I am close to getting my system up and running in a way similar to my previous system.

At this time, I have:
VPN on my desktop computer, but not yet on Android or my laptop.
On my desktop, I have separated Google services to the Chrome browser, and other websites to Firefox.
I have changed all my passwords to secure, complex passwords.
I have listed my username/passwords on paper, and have written a second copy to paper in a safe place.
I have backed up my data on multiple drives. My data is stored on removable drives and not on the sd card with my operating system.
I have rebuilt my operating system and desktop and have it in a condition ready to be backed up to an image. Then I can reinstall the image and have it installed complete from this point in time.
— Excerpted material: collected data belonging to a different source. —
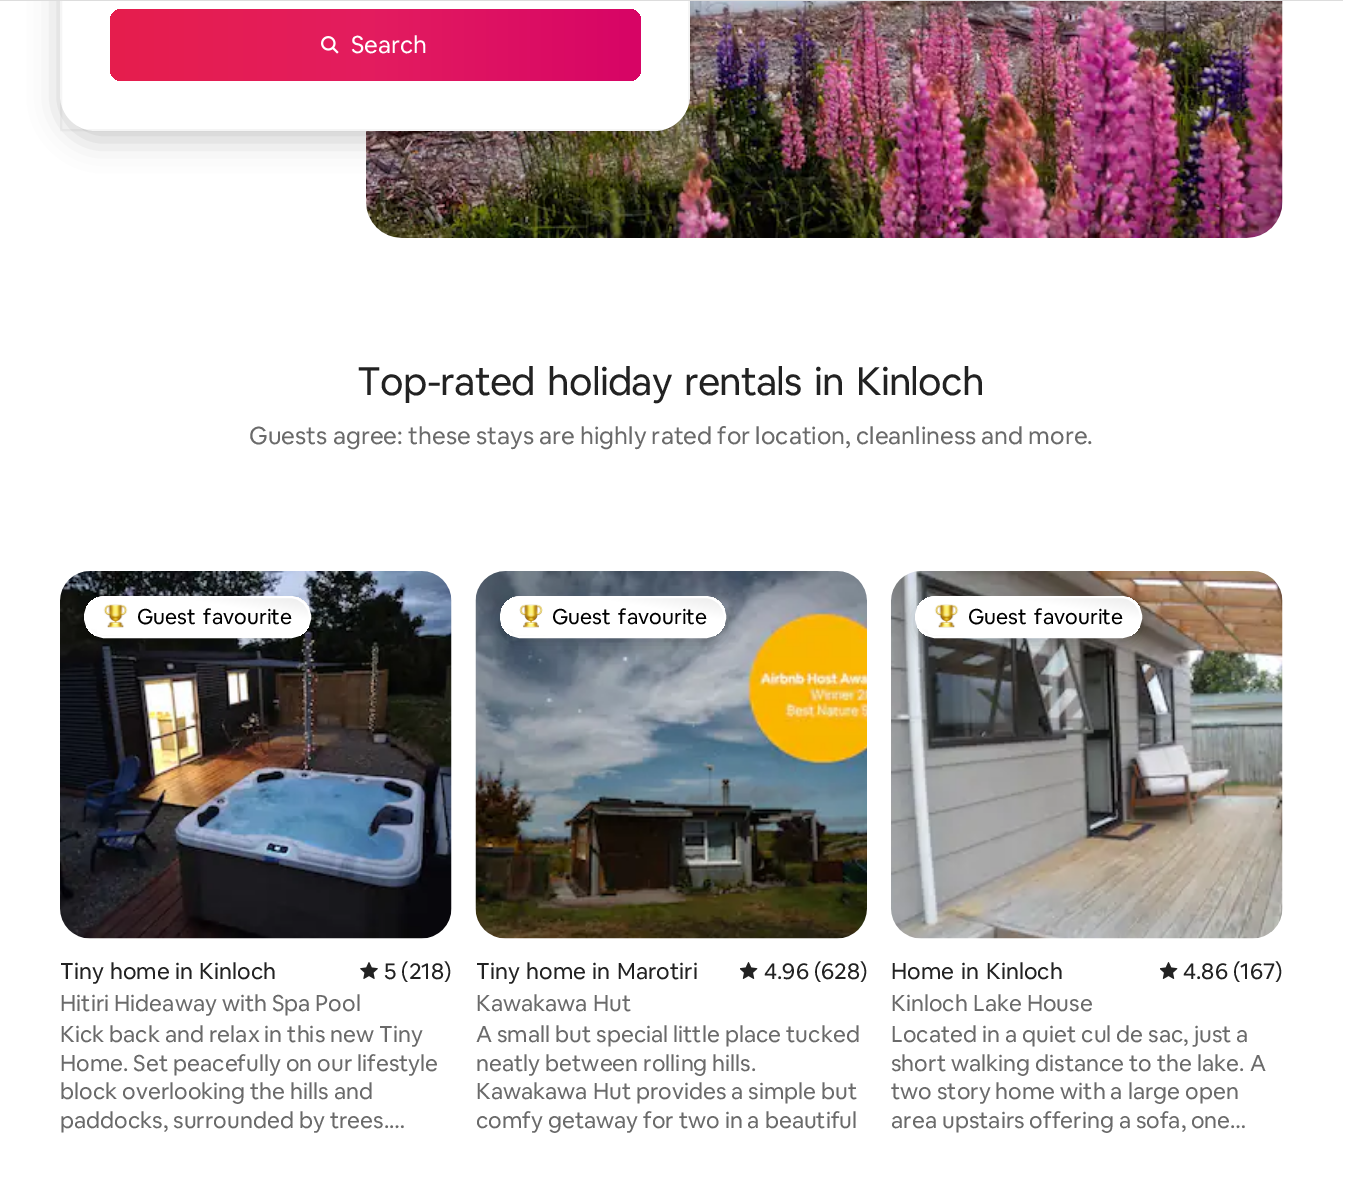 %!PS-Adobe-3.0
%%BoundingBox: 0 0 1365 1197
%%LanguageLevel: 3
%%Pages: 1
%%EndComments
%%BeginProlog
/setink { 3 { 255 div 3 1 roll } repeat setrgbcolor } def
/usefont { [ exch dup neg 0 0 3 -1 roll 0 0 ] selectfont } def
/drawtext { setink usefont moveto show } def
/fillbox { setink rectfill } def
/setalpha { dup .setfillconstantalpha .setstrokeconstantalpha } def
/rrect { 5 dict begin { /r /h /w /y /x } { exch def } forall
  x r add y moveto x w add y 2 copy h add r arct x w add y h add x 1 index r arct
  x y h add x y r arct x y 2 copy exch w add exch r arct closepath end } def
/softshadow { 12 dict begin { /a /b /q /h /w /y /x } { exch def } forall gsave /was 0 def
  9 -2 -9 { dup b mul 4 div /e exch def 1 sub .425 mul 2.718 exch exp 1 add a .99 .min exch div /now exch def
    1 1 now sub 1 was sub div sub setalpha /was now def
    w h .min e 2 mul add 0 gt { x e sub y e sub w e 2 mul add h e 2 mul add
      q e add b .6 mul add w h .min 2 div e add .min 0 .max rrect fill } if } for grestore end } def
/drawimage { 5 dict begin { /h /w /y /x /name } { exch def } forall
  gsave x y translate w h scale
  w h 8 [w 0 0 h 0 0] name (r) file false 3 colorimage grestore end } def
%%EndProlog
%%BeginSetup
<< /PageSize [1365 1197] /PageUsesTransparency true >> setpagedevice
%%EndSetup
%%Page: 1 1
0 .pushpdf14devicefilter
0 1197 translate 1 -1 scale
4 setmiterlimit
0 0 1365 1197 255 255 255 fillbox
(assets/img1.rgb) 366 1 917 237 drawimage
0 0 0 setink
60 -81 630 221 36 15 0.2 softshadow
255 255 255 setink
60 -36 630 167 36 rrect fill
0.04 setalpha
0 0 0 setink
2 setlinewidth
61 -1 628 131 rectstroke
1 setalpha
0 0 1343 1 221 221 221 fillbox
gsave 110 9 531 72 12 rrect clip newpath
<< /ShadingType 2 /ColorSpace /DeviceRGB /Coords [110 45 641 45] /Extend [true true] /Function << /FunctionType 3 /Domain [0 1] /Functions [<< /FunctionType 2 /Domain [0 1] /C0 [0.902 0.118 0.302] /C1 [0.89 0.11 0.373] /N 1 >> << /FunctionType 2 /Domain [0 1] /C0 [0.89 0.11 0.373] /C1 [0.843 0.016 0.4] /N 1 >>] /Bounds [0.5] /Encode [0 1 0 1] >> >> shfill grestore
(assets/img2.rgb) 321 36 18 18 drawimage
(Search) 351 53 /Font-Regular 24 255 255 255 drawtext
/Font-Regular 39 usefont
34 34 34 setink
357 395 moveto 4.5 0 32 -0.8 0 (Top-rated holiday rentals in Kinloch) awidthshow
(Guests agree: these stays are highly rated for location, cleanliness and more.) 249 444 /Font-Regular 24 106 106 106 drawtext
(assets/img3.rgb) 60 571 392 368 drawimage
0 0 0 setink
84 602 227 42 21 7.5 0.16 softshadow
gsave
84 596 227 42 21 rrect clip newpath
gsave 86 597 moveto 309 597 lineto 309 636 lineto 86 636 lineto closepath clip newpath
<< /ShadingType 2 /ColorSpace /DeviceRGB /Coords [191 654 204 579] /Extend [true true] /Function << /FunctionType 3 /Domain [0 1] /Functions [<< /FunctionType 2 /Domain [0 1] /C0 [0.945 0.945 0.945] /C1 [1 1 1] /N 1 >> << /FunctionType 2 /Domain [0 1] /C0 [1 1 1] /C1 [1 1 1] /N 1 >> << /FunctionType 2 /Domain [0 1] /C0 [1 1 1] /C1 [0.937 0.937 0.937] /N 1 >> << /FunctionType 2 /Domain [0 1] /C0 [0.937 0.937 0.937] /C1 [0.937 0.937 0.937] /N 1 >>] /Bounds [0.11 0.7 0.94] /Encode [0 1 0 1 0 1 0 1] >> >> shfill grestore
grestore
255 255 255 setink
85 597 225 40 20 rrect stroke
(assets/img4.rgb) 97 596 31 40 drawimage
/Font-Regular 21 usefont
0 0 0 setink
137 624 moveto 3 0 32 (Guest favourite) widthshow
/Font-Regular 22.5 usefont
34 34 34 setink
60 979 moveto 1 0 32 (Tiny home in Kinloch) widthshow
(assets/img5.rgb) 360 962 18 17 drawimage
(5 \(218\)) 384 979 /Font-Regular 22.5 34 34 34 drawtext
(Hitiri Hideaway with Spa Pool) 60 1011 /Font-Regular 22.5 106 106 106 drawtext
(Kick back and relax in this new Tiny) 60 1042 /Font-Regular 22.5 106 106 106 drawtext
(Home. Set peacefully on our lifestyle) 60 1071 /Font-Regular 22.5 106 106 106 drawtext
(block overlooking the hills and) 60 1099 /Font-Regular 22.5 106 106 106 drawtext
(paddocks, surrounded by trees.…) 60 1128 /Font-Regular 22.5 106 106 106 drawtext
(assets/img6.rgb) 475 571 392 368 drawimage
0 0 0 setink
500 602 226 42 21 7.5 0.16 softshadow
gsave
500 596 226 42 21 rrect clip newpath
gsave 501 597 moveto 725 597 lineto 725 636 lineto 501 636 lineto closepath clip newpath
<< /ShadingType 2 /ColorSpace /DeviceRGB /Coords [606 654 619 579] /Extend [true true] /Function << /FunctionType 3 /Domain [0 1] /Functions [<< /FunctionType 2 /Domain [0 1] /C0 [0.945 0.945 0.945] /C1 [1 1 1] /N 1 >> << /FunctionType 2 /Domain [0 1] /C0 [1 1 1] /C1 [1 1 1] /N 1 >> << /FunctionType 2 /Domain [0 1] /C0 [1 1 1] /C1 [0.937 0.937 0.937] /N 1 >> << /FunctionType 2 /Domain [0 1] /C0 [0.937 0.937 0.937] /C1 [0.937 0.937 0.937] /N 1 >>] /Bounds [0.11 0.7 0.94] /Encode [0 1 0 1 0 1 0 1] >> >> shfill grestore
grestore
255 255 255 setink
501 597 224 40 20 rrect stroke
(assets/img7.rgb) 513 596 30 40 drawimage
/Font-Regular 21 usefont
0 0 0 setink
552 624 moveto 3 0 32 (Guest favourite) widthshow
/Font-Regular 22.5 usefont
34 34 34 setink
476 979 moveto 1.5 0 32 (Tiny home in Marotiri) widthshow
(assets/img8.rgb) 740 962 18 17 drawimage
(4.96 \(628\)) 764 979 /Font-Regular 22.5 34 34 34 drawtext
(Kawakawa Hut) 476 1011 /Font-Regular 22.5 106 106 106 drawtext
(A small but special little place tucked) 476 1042 /Font-Regular 22.5 106 106 106 drawtext
(neatly between rolling hills.) 476 1071 /Font-Regular 22.5 106 106 106 drawtext
(Kawakawa Hut provides a simple but) 476 1099 /Font-Regular 22.5 106 106 106 drawtext
(comfy getaway for two in a beautiful) 476 1128 /Font-Regular 22.5 106 106 106 drawtext
(assets/img9.rgb) 891 571 392 368 drawimage
0 0 0 setink
915 602 227 42 21 7.5 0.16 softshadow
gsave
915 596 227 42 21 rrect clip newpath
gsave 917 597 moveto 1140 597 lineto 1140 636 lineto 917 636 lineto closepath clip newpath
<< /ShadingType 2 /ColorSpace /DeviceRGB /Coords [1022 654 1035 579] /Extend [true true] /Function << /FunctionType 3 /Domain [0 1] /Functions [<< /FunctionType 2 /Domain [0 1] /C0 [0.945 0.945 0.945] /C1 [1 1 1] /N 1 >> << /FunctionType 2 /Domain [0 1] /C0 [1 1 1] /C1 [1 1 1] /N 1 >> << /FunctionType 2 /Domain [0 1] /C0 [1 1 1] /C1 [0.937 0.937 0.937] /N 1 >> << /FunctionType 2 /Domain [0 1] /C0 [0.937 0.937 0.937] /C1 [0.937 0.937 0.937] /N 1 >>] /Bounds [0.11 0.7 0.94] /Encode [0 1 0 1 0 1 0 1] >> >> shfill grestore
grestore
255 255 255 setink
916 597 225 40 20 rrect stroke
(assets/img10.rgb) 928 596 31 40 drawimage
/Font-Regular 21 usefont
0 0 0 setink
968 624 moveto 3 0 32 (Guest favourite) widthshow
/Font-Regular 22.5 usefont
34 34 34 setink
891 979 moveto 2 0 32 (Home in Kinloch) widthshow
(assets/img8.rgb) 1160 962 18 17 drawimage
(4.86 \(167\)) 1183 979 /Font-Regular 22.5 34 34 34 drawtext
(Kinloch Lake House) 891 1011 /Font-Regular 22.5 106 106 106 drawtext
(Located in a quiet cul de sac, just a) 891 1042 /Font-Regular 22.5 106 106 106 drawtext
(short walking distance to the lake. A) 891 1071 /Font-Regular 22.5 106 106 106 drawtext
(two story home with a large open) 891 1099 /Font-Regular 22.5 106 106 106 drawtext
(area upstairs offering a sofa, one…) 891 1128 /Font-Regular 22.5 106 106 106 drawtext
.poppdf14devicefilter showpage
%%EOF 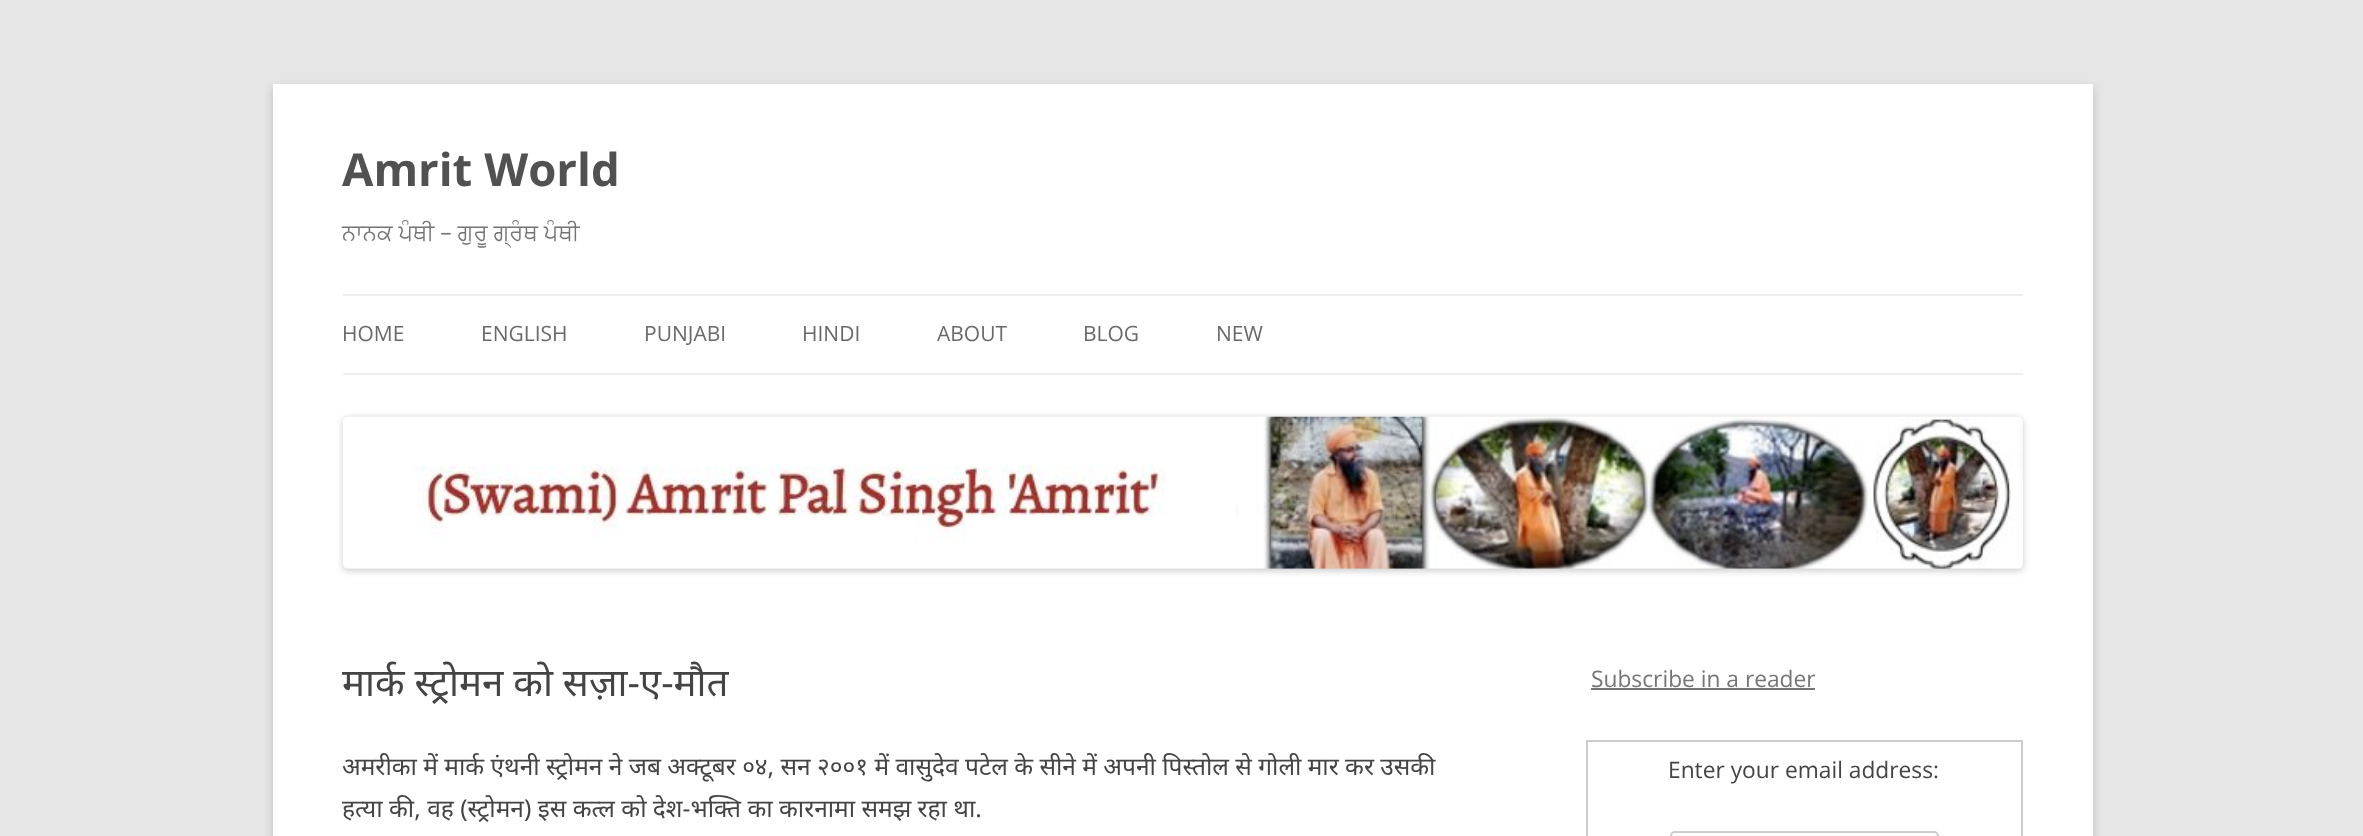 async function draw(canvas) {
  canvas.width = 2363
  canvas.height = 836
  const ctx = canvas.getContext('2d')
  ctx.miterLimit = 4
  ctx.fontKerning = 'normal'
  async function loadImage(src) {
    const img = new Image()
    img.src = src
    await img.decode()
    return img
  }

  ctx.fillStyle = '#e6e6e6'
  ctx.fillRect(0, 0, 2363, 836)
  ctx.fillStyle = '#6464644d'
  ctx.filter = 'blur(5px)'
  ctx.beginPath()
  ctx.rect(273, 88, 1820, 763)
  ctx.fill()
  ctx.filter = 'none'
  ctx.fillStyle = '#fff'
  ctx.fillRect(273, 84, 1820, 752)
  ctx.font = 'bold 45.5px Open Sans'
  ctx.fillStyle = '#515151'
  ctx.fillText('Amrit World', 342, 186)
  ctx.wordSpacing = '0.25px'
  ctx.font = '22.75px FreeSans'
  ctx.fillStyle = '#757575'
  ctx.fillText('ਨਾਨਕ ਪੰਥੀ – ਗੁਰੂ ਗ੍ਰੰਥ ਪੰਥੀ', 342, 240)
  ctx.fillStyle = '#ededed'
  ctx.fillRect(343, 294, 1680, 2)
  ctx.fillRect(343, 373, 1680, 2)
  ctx.wordSpacing = '0px'
  ctx.font = '21px Open Sans'
  ctx.fillStyle = '#6a6a6a'
  ctx.fillText('HOME', 342, 341)
  ctx.fillText('ENGLISH', 481, 341)
  ctx.fillText('PUNJABI', 644, 341)
  ctx.fillText('HINDI', 802, 341)
  ctx.fillText('ABOUT', 937, 341)
  ctx.fillText('BLOG', 1083, 341)
  ctx.fillText('NEW', 1216, 341)
  ctx.fillStyle = '#00000033'
  ctx.filter = 'blur(3.5px)'
  ctx.beginPath()
  ctx.roundRect(343, 418, 1680, 153, 5)
  ctx.fill()
  ctx.filter = 'none'
  ctx.drawImage(await loadImage('image0.png'), 343, 416, 1680, 153)
  ctx.font = '38.5px Noto Sans'
  ctx.fillStyle = '#444'
  ctx.fillText('मार्क स्ट्रोमन को सज़ा-ए-मौत', 342, 696)
  ctx.font = '24.5px Noto Sans'
  ctx.fillText('अमरीका में मार्क एंथनी स्ट्रोमन ने जब अक्टूबर ०४, सन २००१ में वासुदेव पटेल के सीने में अपनी पिस्तोल से गोली मार कर उसकी', 342, 775)
  ctx.fillText('हत्या की, वह (स्ट्रोमन) इस कत्ल को देश-भक्ति का कारनामा समझ रहा था.', 342, 817)
  ctx.font = '22.75px Open Sans'
  ctx.fillStyle = '#757575'
  ctx.fillText('Subscribe in a reader', 1591, 687)
  ctx.fillRect(1591, 688, 224, 2)
  ctx.strokeStyle = '#ccc'
  ctx.lineWidth = 2
  ctx.strokeRect(1587, 741, 435, 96)
  ctx.fillStyle = '#444'
  ctx.fillText('Enter your email address:', 1668, 778)
  ctx.beginPath()
  ctx.roundRect(1671, 832, 267, 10, 4)
  ctx.stroke()
}

draw(document.querySelector('canvas'))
Still testing a bit but its pretty close to being ready.
I have documented the process of installing a new operating system and program installation to the current status of my desktop/OS.
Every time I reboot my desktop I am on a new ip in a new location through a US VPN.
I set up a new domain name and server to use for email and as a web drive.
I plan to continue to use Google services but try to move away from gmail, drive, hangouts, voice, maps and Android step by step. I used to love Google, but now regard them with caution. Too much spying.

Observations:
I occasionally get captcha requests (Discord, Google). This has reduced, I assume they use cookies to identify my browser. I still accept cookies.
Two factor authentication goes to my Android phone or my email. At this time, I could not opt out of the Android system if I wanted to. I used to dislike 2fa but now I accept the inconvenience as higher level of security for me. I will leave as is for now but may try to move 2fa to email if possible. Sometimes they want non-VOIP phone numbers.
Occasionally get stern warnings that my security may be breached. In fact it is the ability of big data to track me that is being thwarted.

To do:
Buy another domain and server to publicly host documents and images?
When linux phones are cheap and useful, switch away from Android to linux.
My current username/password list is on paper. I may make a spreadsheet with website url - username - password information to print out, then delete the password column. I don't want a list of username/passwords in digital format, but writing them on paper is not as efficient as using a spreadsheet.
I may buy a second Rpi and set up a wifi bridge to the VPN. I am not 100% sure I know how to do this, but it would save me from having to buy more individual device connections to my VPN provider. This is sort of a geek test of strength which is more about leet skillz than cost effectiveness. I could then drop terms like masquerade and iptables and be cool.
I would like to move to a VOIP eventually but will wait until linux phones are available and see what plans they have.